Prompt — Every entry must be duplicated precisely as written.

Records excerpted from a collection
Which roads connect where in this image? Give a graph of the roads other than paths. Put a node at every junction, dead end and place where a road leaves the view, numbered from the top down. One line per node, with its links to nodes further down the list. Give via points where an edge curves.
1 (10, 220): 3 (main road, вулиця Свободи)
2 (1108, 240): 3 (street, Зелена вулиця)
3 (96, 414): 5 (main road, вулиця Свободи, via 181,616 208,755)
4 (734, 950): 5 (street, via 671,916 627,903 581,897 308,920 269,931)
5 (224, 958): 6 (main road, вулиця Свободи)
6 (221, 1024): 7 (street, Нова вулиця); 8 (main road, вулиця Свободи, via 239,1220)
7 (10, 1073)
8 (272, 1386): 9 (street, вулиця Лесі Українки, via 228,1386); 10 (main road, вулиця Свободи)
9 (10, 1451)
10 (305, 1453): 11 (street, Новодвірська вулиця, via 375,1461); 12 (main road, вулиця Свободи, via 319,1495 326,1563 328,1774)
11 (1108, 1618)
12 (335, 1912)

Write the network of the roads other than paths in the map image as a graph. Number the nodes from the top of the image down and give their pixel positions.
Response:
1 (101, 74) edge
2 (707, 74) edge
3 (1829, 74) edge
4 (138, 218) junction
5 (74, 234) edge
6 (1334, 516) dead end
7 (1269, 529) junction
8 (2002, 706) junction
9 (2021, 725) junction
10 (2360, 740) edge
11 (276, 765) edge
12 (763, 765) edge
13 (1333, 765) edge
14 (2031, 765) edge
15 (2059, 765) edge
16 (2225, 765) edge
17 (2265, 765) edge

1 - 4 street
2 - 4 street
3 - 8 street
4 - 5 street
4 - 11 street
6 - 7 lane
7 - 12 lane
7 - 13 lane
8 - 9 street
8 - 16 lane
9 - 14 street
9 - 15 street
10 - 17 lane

Response —
Which roads connect where in this image? Give a graph of the roads other than paths. Put a node at every junction, dead end and place where a road leaves the view, numbered from the top down. One line per node, with its links to nodes further down the list. Give via points where an edge curves.
1 (10, 220): 3 (main road, вулиця Свободи)
2 (1108, 240): 3 (street, Зелена вулиця)
3 (96, 414): 5 (main road, вулиця Свободи, via 181,616 208,755)
4 (734, 950): 5 (street, via 671,916 627,903 581,897 308,920 269,931)
5 (224, 958): 6 (main road, вулиця Свободи)
6 (221, 1024): 7 (street, Нова вулиця); 8 (main road, вулиця Свободи, via 239,1220)
7 (10, 1073)
8 (272, 1386): 9 (street, вулиця Лесі Українки, via 228,1386); 10 (main road, вулиця Свободи)
9 (10, 1451)
10 (305, 1453): 11 (street, Новодвірська вулиця, via 375,1461); 12 (main road, вулиця Свободи, via 319,1495 326,1563 328,1774)
11 (1108, 1618)
12 (335, 1912)

Write the network of the roads other than paths in the map image as a graph. Number the nodes from the top of the image down and give their pixel positions.
Response:
1 (101, 74) edge
2 (707, 74) edge
3 (1829, 74) edge
4 (138, 218) junction
5 (74, 234) edge
6 (1334, 516) dead end
7 (1269, 529) junction
8 (2002, 706) junction
9 (2021, 725) junction
10 (2360, 740) edge
11 (276, 765) edge
12 (763, 765) edge
13 (1333, 765) edge
14 (2031, 765) edge
15 (2059, 765) edge
16 (2225, 765) edge
17 (2265, 765) edge

1 - 4 street
2 - 4 street
3 - 8 street
4 - 5 street
4 - 11 street
6 - 7 lane
7 - 12 lane
7 - 13 lane
8 - 9 street
8 - 16 lane
9 - 14 street
9 - 15 street
10 - 17 lane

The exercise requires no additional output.